══ AVAILABLE DATA

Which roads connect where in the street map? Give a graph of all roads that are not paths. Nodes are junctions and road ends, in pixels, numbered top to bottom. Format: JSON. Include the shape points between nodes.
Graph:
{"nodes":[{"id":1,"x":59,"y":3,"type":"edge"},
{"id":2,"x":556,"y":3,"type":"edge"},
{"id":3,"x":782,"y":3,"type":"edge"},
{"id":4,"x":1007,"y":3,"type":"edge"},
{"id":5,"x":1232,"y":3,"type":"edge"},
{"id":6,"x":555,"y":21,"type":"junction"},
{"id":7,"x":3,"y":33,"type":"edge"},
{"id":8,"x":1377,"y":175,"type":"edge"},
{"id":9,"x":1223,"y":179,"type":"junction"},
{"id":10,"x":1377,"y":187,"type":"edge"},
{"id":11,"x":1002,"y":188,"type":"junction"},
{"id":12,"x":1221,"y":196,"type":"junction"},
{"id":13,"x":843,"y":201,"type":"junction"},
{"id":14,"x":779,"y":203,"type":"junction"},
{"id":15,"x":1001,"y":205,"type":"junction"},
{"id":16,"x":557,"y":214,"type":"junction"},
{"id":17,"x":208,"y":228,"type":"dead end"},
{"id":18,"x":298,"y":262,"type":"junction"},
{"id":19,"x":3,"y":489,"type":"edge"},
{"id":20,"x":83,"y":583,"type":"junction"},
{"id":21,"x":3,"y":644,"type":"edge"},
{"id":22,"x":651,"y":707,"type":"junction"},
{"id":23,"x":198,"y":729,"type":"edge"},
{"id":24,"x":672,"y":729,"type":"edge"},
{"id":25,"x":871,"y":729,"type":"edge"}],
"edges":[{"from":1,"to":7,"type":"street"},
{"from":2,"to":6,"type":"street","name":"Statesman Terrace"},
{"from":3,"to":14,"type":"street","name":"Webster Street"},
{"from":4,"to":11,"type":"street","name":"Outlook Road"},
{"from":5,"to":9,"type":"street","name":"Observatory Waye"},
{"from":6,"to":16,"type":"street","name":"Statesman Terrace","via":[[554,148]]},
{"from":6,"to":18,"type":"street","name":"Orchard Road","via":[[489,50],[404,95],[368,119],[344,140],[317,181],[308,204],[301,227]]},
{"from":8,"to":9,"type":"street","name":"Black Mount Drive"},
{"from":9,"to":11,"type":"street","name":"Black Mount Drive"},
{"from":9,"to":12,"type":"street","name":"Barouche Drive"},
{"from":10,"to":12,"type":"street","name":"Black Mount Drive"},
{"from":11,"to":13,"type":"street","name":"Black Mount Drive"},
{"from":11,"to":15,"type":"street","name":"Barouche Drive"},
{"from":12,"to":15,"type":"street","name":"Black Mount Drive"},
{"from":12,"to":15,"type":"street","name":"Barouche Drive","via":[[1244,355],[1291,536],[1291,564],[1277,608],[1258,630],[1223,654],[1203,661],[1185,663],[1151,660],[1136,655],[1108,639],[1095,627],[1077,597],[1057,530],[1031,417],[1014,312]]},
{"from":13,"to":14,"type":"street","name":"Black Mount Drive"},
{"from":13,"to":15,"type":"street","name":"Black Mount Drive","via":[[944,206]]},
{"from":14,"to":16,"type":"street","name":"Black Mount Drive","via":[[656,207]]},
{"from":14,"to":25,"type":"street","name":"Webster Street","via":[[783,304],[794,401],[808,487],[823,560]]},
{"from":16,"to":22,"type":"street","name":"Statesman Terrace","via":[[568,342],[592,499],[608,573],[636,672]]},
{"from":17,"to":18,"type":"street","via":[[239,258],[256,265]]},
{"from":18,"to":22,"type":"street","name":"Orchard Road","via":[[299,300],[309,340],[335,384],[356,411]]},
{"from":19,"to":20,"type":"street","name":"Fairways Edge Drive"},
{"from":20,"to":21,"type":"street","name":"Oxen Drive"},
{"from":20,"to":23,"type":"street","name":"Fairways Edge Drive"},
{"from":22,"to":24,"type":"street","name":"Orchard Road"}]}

════

▸ **EXERCISE BRIEF**: All lines above holding the word "Webster" make up the answer; copy each one.

▸ **TASK OUTPUT**:
{"from":3,"to":14,"type":"street","name":"Webster Street"},
{"from":14,"to":25,"type":"street","name":"Webster Street","via":[[783,304],[794,401],[808,487],[823,560]]},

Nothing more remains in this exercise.